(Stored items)
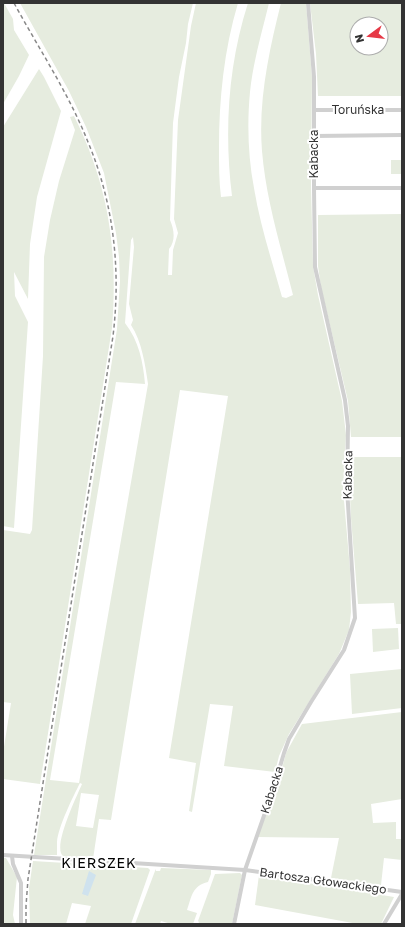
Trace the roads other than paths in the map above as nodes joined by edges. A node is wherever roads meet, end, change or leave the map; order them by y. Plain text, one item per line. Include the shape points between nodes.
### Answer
1 (308, 3) edge
2 (314, 110) junction
3 (402, 110) edge
4 (402, 135) edge
5 (314, 136) junction
6 (314, 188) junction
7 (402, 188) edge
8 (3, 855) edge
9 (12, 856) junction
10 (245, 870) junction
11 (402, 893) edge
12 (21, 924) edge
13 (234, 924) edge
14 (384, 924) edge

1 - 2 street, Kabacka
2 - 3 street, Toruńska
2 - 5 street, Kabacka
4 - 5 street
5 - 6 street, Kabacka
6 - 7 street
6 - 10 street, Kabacka via 315,267 345,400 348,426 347,488 355,618 344,650 289,739
8 - 9 street, Bartosza Głowackiego
9 - 10 street, Bartosza Głowackiego
9 - 12 street via 21,883
10 - 11 street, Bartosza Głowackiego
10 - 13 street, Kabacka
11 - 14 street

→ **ACTIVITY**: The job here is to write out the records exactly, pictures excluded.

→ **ANSWER FOR THIS EXERCISE**:
Trace the roads other than paths in the map above as nodes joined by edges. A node is wherever roads meet, end, change or leave the map; order them by y. Plain text, one item per line. Include the shape points between nodes.
### Answer
1 (308, 3) edge
2 (314, 110) junction
3 (402, 110) edge
4 (402, 135) edge
5 (314, 136) junction
6 (314, 188) junction
7 (402, 188) edge
8 (3, 855) edge
9 (12, 856) junction
10 (245, 870) junction
11 (402, 893) edge
12 (21, 924) edge
13 (234, 924) edge
14 (384, 924) edge

1 - 2 street, Kabacka
2 - 3 street, Toruńska
2 - 5 street, Kabacka
4 - 5 street
5 - 6 street, Kabacka
6 - 7 street
6 - 10 street, Kabacka via 315,267 345,400 348,426 347,488 355,618 344,650 289,739
8 - 9 street, Bartosza Głowackiego
9 - 10 street, Bartosza Głowackiego
9 - 12 street via 21,883
10 - 11 street, Bartosza Głowackiego
10 - 13 street, Kabacka
11 - 14 street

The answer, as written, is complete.